To be able to play characters which are apes that are anthropomorphic to the point where we can really see the human condition, and all of its difficulties and complications... It sets up a world where you're finally in a beautiful, utopian Garden of Eden really, that is suddenly shattered in a violent and dramatic way.

Caesar ten years on since yesterday, he's galvanized all these tribes of apes, and it's succeeding, it's working. The next generation is becoming educated; the design of their community reflects their intelligence. They are resourceful, they can build aqueducts, they have plentiful food supplies, they respect each other as different species: Gorilla, Orangutan, Chimpanzee can all speak equally and communicate equally. Until the arrival of human beings, who, by the way, are not the villains of the film! They are also a species who are very much suffering from being almost completely wiped out.

So we're encouraged to see really both sides, the human and the ape, of the story. It's not over celebrating a peaceful ape community at all but realizing that both sides have complexities and necessities and things that drive them, and what they're prepared to do to save their own tribe."

Andy Serkis also revealed that Caesar now has a teenage son named River, a relationship which the actor based on his relationship with his own son.

"You're always drawing on aspects of your own person. For instance, the journey of Caesar and his teenage son, River, for me is very much based on my relationship with my teenage son. You have to access those emotions- that's current and relevant to me right now, it's tangible and that's what breathes life and truth into a character and a performance. There are also points in this film where I've had to build myself up to a point of rage that is out of control and very aggressive; and you have to go there; you can't hide behind anything when you're playing these kind of roles."

The actor also said that Caesar's facial expressions are his own, portrayed through motion capture, and that his children could recognize their father as Caesar through his expressions alone.

"The facial expressions are directed. My children were actually watching last night, and they recognize Caesar totally as me... and did with Kong and with Gollum, sadly. Because the technology, the fidelity to replicate the nuanced performance choices of the actor is so close now! When you see the side-by-sides, it's fantastic."

He also spoke about how Dawn of the Planet of the Apes touches on social issues that resonate with audiences today.

"I think these films were always about civil rights, and I think that metaphor carries through and resonates with audiences worldwide. Why do you think the Apes franchise has endured so long? Because anthropomorphizing is something that we do, even with our pets, and we do that because we have grown further away from animals and are encouraged to see ourselves as an elevated species; when in fact we could learn quite a bit more from animals. And we learn so much more from apes, because they are so close to us genetically.

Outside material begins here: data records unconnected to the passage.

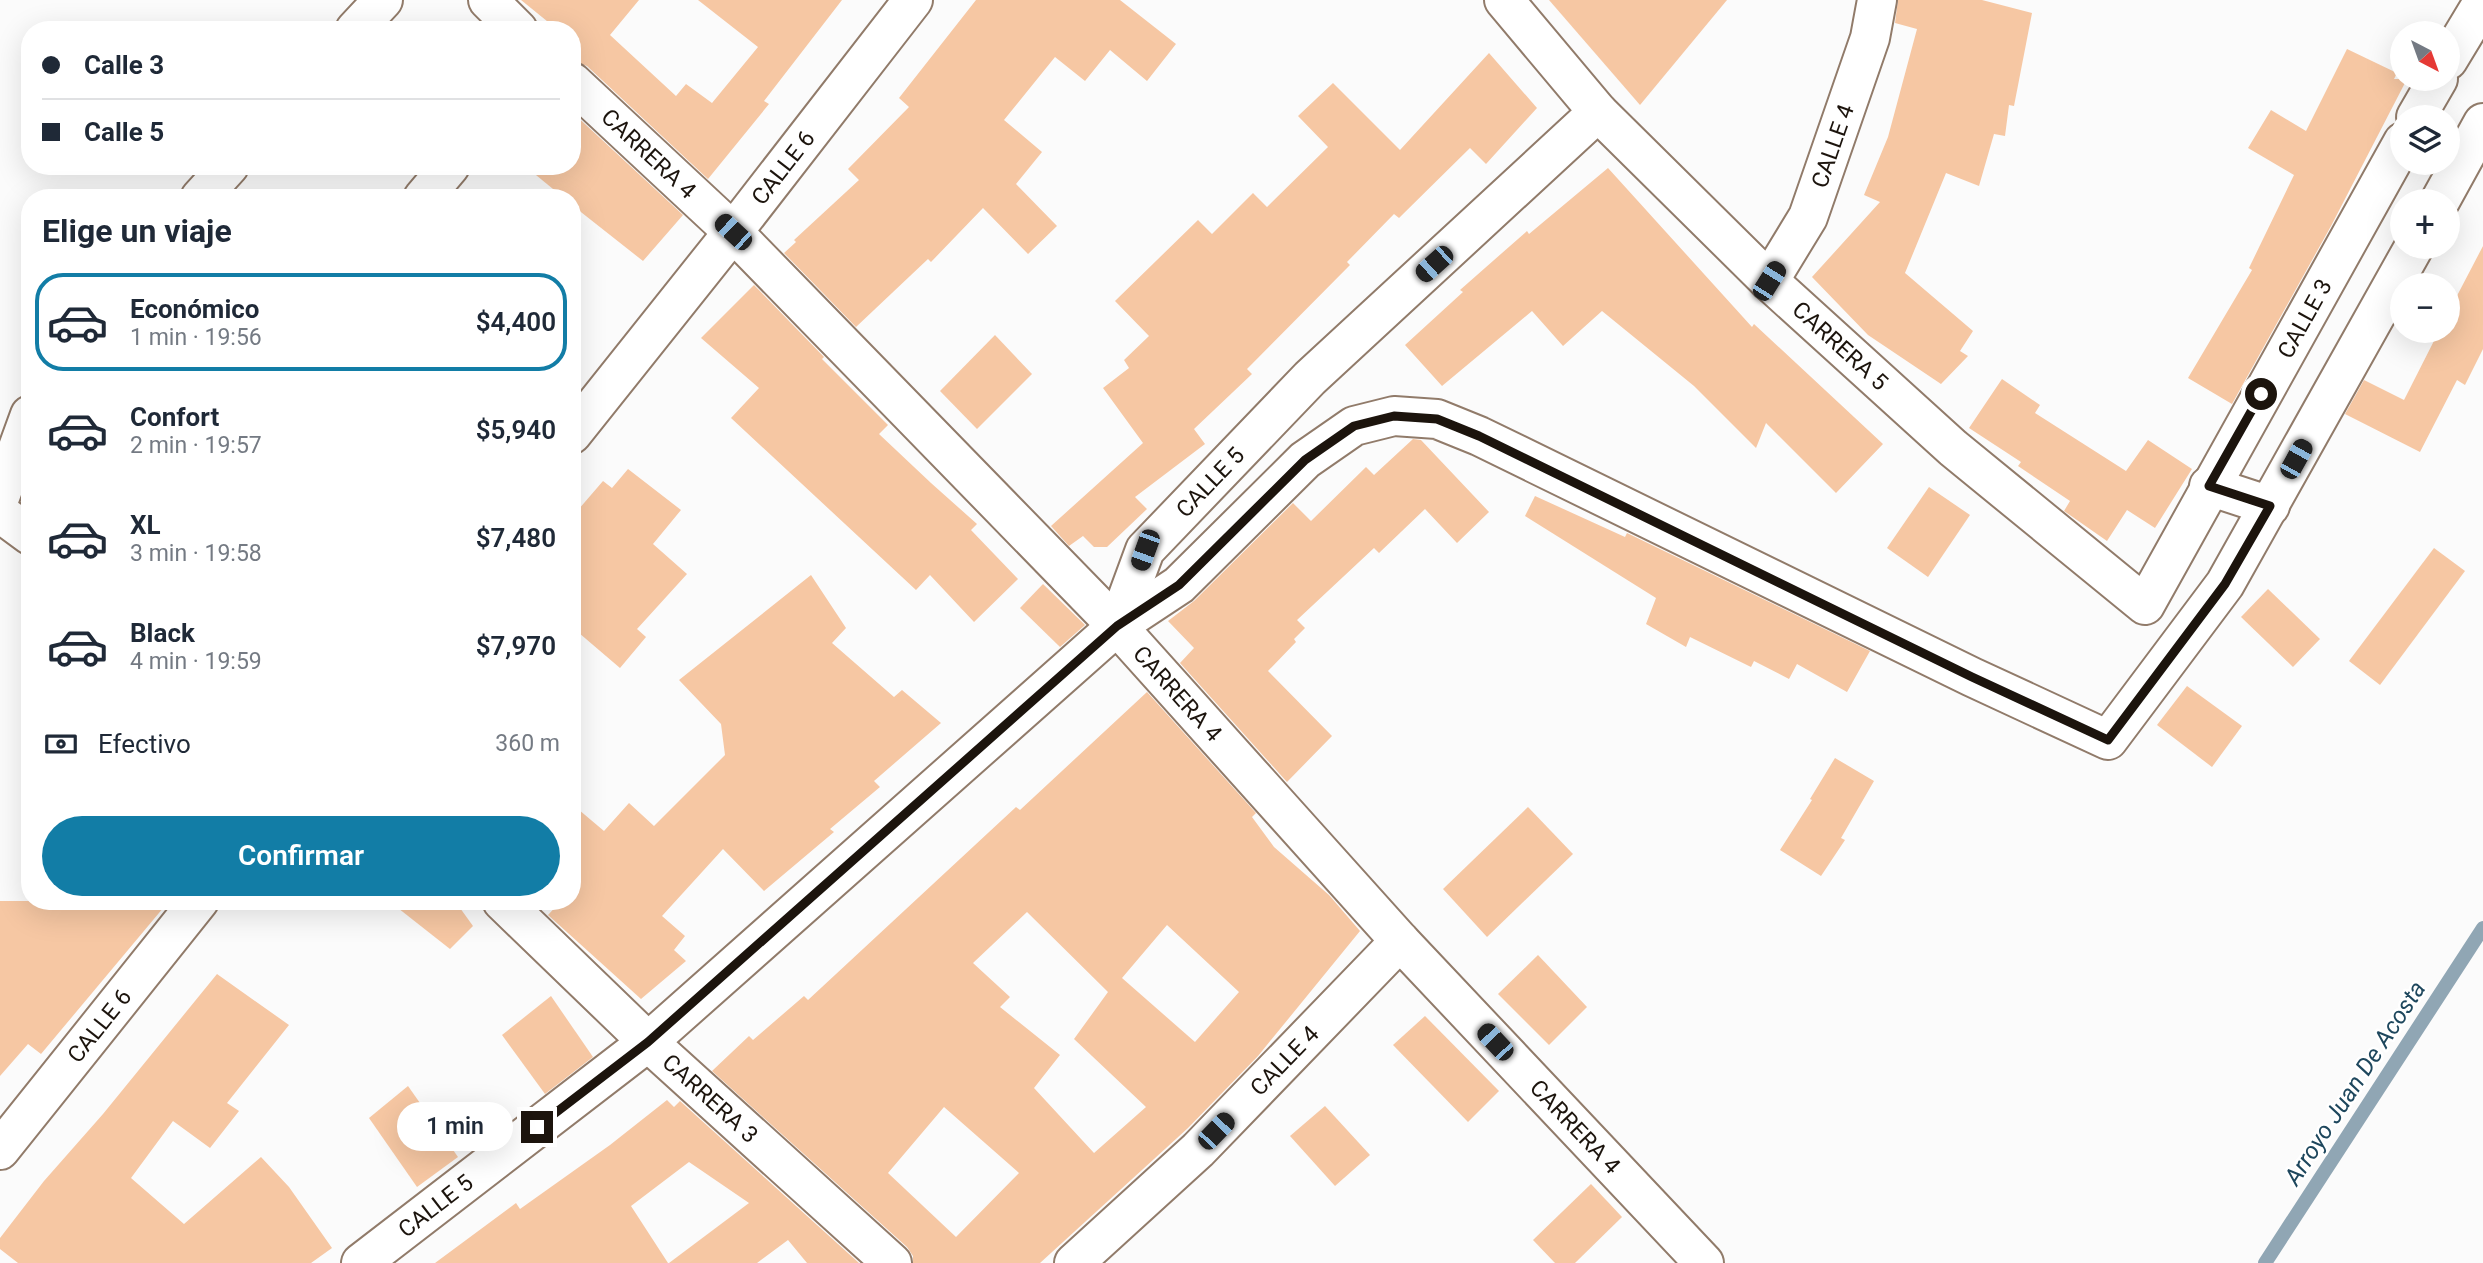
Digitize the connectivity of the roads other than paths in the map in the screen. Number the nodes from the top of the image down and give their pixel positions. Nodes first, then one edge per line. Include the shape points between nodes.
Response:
1 (383, 0) edge
2 (488, 0) edge
3 (913, 0) edge
4 (1504, 0) edge
5 (1877, 0) edge
6 (2483, 2) edge
7 (363, 21) edge
8 (509, 21) edge
9 (2460, 41) edge
10 (581, 90) edge
11 (1598, 112) junction
12 (2483, 123) edge
13 (2390, 165) edge
14 (221, 175) edge
15 (443, 175) edge
16 (208, 189) edge
17 (431, 189) edge
18 (2447, 189) edge
19 (733, 232) junction
20 (2407, 259) edge
21 (1769, 281) junction
22 (581, 423) edge
23 (21, 440) edge
24 (2209, 486) junction
25 (0, 497) edge
26 (2270, 506) junction
27 (0, 513) edge
28 (21, 528) edge
29 (2145, 605) joint
30 (1117, 626) junction
31 (192, 910) edge
32 (511, 910) edge
33 (1400, 942) junction
34 (648, 1042) junction
35 (0, 1150) edge
36 (361, 1263) edge
37 (892, 1263) edge
38 (1074, 1263) edge
39 (1704, 1263) edge

1 - 7 street
2 - 8 street
3 - 19 street, CALLE 6
4 - 11 street, CARRERA 5
5 - 21 street, CALLE 4 via 1870,38 1808,217
6 - 9 street
10 - 19 street, CARRERA 4
11 - 21 street, CARRERA 5
11 - 30 street, CALLE 5 via 1310,378 1145,550
12 - 18 street
13 - 24 street, CALLE 3
14 - 16 street
15 - 17 street
19 - 22 street, CALLE 6
19 - 30 street, CARRERA 4
20 - 26 street
21 - 29 street, CARRERA 5 via 1953,447
23 - 25 street
24 - 26 street
24 - 29 street, CALLE 3
26 - 30 street via 2225,584 2108,740 1437,419 1394,416 1354,426 1305,460 1179,585
27 - 28 street
30 - 33 street, CARRERA 4
30 - 34 street, CALLE 5
31 - 35 street, CALLE 6
32 - 34 street, CARRERA 3
33 - 38 street, CALLE 4 via 1198,1150
33 - 39 street, CARRERA 4
34 - 36 street, CALLE 5
34 - 37 street, CARRERA 3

I don't think there's one specific metaphor; when Rise of the Planet of the Apes came out, the Arab spring was happening, there were riots in London, there was an attitude of real unrest and people wanting change, and being oppressed, and standing up and saying, 'I've had enough,' and not knowing what's going to happen next. And we're still in the throes of that worldwide. The beginning of this movie is setting up a society, which may or may not work but seems to be working, until something else happens that conflicts with that.

This is a very balanced film, it's not siding with the ape story, and the human story is just as important; it's not saying one is more important than the other. And it truly is about prejudice and empathy. There are certain characters from the human side and certain characters from the ape side who want to make things work, who want to engage, who want to find peaceful solutions- and there are characters who don't, and that's the world we live in."